Fitzwalter family (per. c. 1200–c. 1500), nobility, of Essex, were descended from a cadet of the Clare family. The Fitzwalters were granted the barony of Little Dunmow, Essex, and the strategic fortress of Baynard's Castle, London, by Henry I. Over the next century the family consolidated its position and augmented its estates through marriage and purchase, at least four manors being imparked. Their seat was at Woodham Walter, but Henham was preferred for the birth of their heirs. The nearby Augustinian priory of Little Dunmow, which was richly endowed by the Fitzwalters, became their mausoleum. There is no evidence for the legend that the family originated the custom of the Dunmow Flitch whereby a local married couple who could prove that they had lived together in complete harmony for a year would be able to claim a side (flitch) of bacon following a ‘trial’, which took place in the priory.

By the reign of King John the family had grown powerful, and Robert Fitzwalter (d. 1235) was one of the leading barons in opposition to the king. Fitzwalter's grandson Robert Fitzwalter first Lord Fitzwalter (1247–1326), was born at Henham. His father, Sir Walter Fitzwalter (d. 1258), had died young and Robert, like nearly all his successors, was still a minor when, in 1268, he inherited the family patrimony, consisting principally of a scatter of valuable manors in central Essex. By 1274 Robert Fitzwalter had been knighted and was married to Dervorguilla de Burgh, who died in 1284, leaving him a life interest in her Essex and Hertfordshire manors. In 1275 he sold Baynard's Castle to the archbishop of Canterbury, Robert Kilwardby, but as late as 1303 still claimed to be the standard bearer of the city of London. It was perhaps this sale which enabled Fitzwalter to equip himself for a military career beginning in 1276 and lasting until extreme old age, during which he served in Wales, Scotland, France, and Gascony. In recognition of his services he was appointed constable of two royal castles, Bere in Merioneth and Hadleigh in Essex. Fitzwalter was summoned to parliament as Lord Fitzwalter from 1295 to 1325, and to royal councils from 1309 to 1325. During his long life he made, or attempted, three pilgrimages, including journeys to Santiago de Compostela and Jerusalem. His second wife was Eleanor, daughter of Robert de Ferrers, earl of Derby (c. 1239–1279), and she, like her predecessor, was buried in Little Dunmow Priory.

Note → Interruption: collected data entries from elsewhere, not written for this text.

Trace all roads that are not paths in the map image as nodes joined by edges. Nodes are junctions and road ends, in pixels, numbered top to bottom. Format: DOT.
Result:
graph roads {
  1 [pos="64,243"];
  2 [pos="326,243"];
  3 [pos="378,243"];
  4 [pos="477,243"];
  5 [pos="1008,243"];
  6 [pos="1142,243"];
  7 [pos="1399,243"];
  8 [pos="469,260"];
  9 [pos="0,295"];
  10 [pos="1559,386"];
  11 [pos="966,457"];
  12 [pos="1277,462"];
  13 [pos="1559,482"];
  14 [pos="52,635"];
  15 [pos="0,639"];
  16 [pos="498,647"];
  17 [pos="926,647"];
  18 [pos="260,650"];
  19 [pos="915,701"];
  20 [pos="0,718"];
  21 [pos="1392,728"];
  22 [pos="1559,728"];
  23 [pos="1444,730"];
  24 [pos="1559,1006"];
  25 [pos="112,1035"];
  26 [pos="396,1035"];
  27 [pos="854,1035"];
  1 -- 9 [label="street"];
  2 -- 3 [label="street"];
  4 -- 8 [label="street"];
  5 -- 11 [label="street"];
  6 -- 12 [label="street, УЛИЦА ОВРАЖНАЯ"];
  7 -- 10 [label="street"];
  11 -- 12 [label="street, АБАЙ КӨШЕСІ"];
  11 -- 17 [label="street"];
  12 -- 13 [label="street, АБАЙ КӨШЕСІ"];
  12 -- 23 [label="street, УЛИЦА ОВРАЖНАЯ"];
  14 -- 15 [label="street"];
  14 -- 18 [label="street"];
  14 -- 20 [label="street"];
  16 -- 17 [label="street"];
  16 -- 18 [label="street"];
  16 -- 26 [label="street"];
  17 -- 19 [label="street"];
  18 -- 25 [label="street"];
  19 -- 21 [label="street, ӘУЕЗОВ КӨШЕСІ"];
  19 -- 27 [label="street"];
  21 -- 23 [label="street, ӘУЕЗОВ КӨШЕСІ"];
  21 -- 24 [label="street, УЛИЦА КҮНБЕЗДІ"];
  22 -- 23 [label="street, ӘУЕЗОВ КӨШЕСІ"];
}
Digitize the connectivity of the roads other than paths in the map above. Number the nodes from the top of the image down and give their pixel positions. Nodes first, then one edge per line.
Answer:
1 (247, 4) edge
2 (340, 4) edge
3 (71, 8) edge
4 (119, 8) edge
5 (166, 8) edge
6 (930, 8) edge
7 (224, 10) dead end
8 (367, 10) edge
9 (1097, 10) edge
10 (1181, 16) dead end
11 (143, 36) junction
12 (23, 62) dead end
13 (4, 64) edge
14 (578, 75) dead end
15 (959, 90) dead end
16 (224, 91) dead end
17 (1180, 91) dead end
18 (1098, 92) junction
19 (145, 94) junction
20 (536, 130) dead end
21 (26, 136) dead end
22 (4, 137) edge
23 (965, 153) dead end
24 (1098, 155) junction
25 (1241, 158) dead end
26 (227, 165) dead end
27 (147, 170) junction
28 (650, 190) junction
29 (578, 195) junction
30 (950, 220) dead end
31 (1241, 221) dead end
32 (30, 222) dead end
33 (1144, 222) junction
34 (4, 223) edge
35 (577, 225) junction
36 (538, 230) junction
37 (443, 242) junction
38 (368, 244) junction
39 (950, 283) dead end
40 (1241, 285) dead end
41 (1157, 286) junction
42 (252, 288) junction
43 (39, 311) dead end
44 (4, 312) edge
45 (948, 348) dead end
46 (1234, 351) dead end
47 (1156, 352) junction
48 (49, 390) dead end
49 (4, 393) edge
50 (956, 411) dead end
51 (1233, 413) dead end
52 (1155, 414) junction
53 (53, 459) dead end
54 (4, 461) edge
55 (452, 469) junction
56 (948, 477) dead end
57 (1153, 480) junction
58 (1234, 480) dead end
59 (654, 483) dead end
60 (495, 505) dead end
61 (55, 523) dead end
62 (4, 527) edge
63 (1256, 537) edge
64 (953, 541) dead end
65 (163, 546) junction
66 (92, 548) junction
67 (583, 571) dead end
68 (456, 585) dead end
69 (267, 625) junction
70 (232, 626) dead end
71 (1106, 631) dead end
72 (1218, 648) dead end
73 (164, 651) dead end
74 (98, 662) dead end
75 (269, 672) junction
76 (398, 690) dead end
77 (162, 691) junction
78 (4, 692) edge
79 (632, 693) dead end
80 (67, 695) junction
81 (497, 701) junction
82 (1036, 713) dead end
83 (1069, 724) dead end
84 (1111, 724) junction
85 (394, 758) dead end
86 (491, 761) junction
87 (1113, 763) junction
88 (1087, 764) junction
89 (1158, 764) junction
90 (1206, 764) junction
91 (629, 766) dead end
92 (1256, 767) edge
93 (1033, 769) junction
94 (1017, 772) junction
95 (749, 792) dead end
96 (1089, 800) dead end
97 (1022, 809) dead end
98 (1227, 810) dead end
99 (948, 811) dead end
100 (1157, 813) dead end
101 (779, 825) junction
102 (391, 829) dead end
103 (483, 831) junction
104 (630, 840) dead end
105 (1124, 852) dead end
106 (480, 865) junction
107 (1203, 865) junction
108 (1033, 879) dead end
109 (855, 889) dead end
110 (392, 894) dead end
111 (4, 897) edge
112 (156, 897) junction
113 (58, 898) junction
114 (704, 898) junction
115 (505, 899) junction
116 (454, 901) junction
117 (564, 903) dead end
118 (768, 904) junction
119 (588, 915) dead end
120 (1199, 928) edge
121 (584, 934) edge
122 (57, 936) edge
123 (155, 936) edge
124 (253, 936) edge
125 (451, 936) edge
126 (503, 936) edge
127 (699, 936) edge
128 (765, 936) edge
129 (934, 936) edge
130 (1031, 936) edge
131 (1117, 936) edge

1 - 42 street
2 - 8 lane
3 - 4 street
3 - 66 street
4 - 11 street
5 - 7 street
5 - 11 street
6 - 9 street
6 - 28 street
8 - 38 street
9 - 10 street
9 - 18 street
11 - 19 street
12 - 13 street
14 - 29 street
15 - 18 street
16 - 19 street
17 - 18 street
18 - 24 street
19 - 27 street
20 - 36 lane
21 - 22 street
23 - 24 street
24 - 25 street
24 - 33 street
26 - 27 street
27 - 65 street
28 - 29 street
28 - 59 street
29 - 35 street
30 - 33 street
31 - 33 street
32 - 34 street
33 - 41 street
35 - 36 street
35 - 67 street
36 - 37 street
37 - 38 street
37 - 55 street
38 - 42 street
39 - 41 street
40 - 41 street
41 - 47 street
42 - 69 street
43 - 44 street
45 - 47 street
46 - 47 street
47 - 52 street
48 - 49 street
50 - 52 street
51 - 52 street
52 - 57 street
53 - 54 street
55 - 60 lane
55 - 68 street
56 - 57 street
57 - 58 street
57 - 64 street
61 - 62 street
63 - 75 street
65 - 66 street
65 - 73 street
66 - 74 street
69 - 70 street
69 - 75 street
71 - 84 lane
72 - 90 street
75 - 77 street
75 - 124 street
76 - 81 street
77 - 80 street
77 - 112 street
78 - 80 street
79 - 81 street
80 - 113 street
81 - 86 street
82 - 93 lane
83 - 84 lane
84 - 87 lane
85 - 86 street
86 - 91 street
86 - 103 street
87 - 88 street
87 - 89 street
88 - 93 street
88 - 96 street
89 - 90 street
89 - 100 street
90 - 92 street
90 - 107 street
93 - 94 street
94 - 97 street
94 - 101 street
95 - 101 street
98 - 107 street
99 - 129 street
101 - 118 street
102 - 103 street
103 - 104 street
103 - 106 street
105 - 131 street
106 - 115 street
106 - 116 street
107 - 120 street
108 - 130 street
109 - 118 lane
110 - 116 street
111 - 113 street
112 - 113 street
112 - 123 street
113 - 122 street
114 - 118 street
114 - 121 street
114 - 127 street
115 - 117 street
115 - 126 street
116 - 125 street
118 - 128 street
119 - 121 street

Fitzwalter married for a third time c.1310 but neither his second nor his third wife, Alice, seems to have brought him much property. His son from his first marriage, Walter, predeceased him, and he was succeeded by his son from his second marriage, Sir Robert Fitzwalter (c. 1297–1328), may, like his father, have been a soldier. He was married by the age of eighteen to Joan (1304–1363), daughter of Thomas, Lord Moulton, a match which brought him the lordship of Egremont, in Cumberland. On his death, never having been summoned to parliament, he was succeeded by his son John Fitzwalter second Lord Fitzwalter (c. 1315–1361). Brought up by his widowed mother, possibly as an only child, John grew to be a difficult and dangerous adult. It was his misfortune that his mother outlived him and during his entire life enjoyed the income from her dower, which represented a significant slice of the Fitzwalter estate. During intermittent military service in France, Fitzwalter, together with some disreputable local gentry such as Lionel Bradenham and Robert Marney, committed a series of serious felonies in Essex, exemplified by a siege of Colchester after some townspeople had allegedly invaded his park at Lexden. In 1351 he was brought to justice and his entire estate confiscated by the king, who also imprisoned him in the Tower. He was only released and his estate restored in return for the colossal fine of £847 which he paid by instalments, 1 farthing being still due on the day of his death. Despite his misconduct, John Fitzwalter was summoned to parliament and to royal councils, but he did not hold office in the county.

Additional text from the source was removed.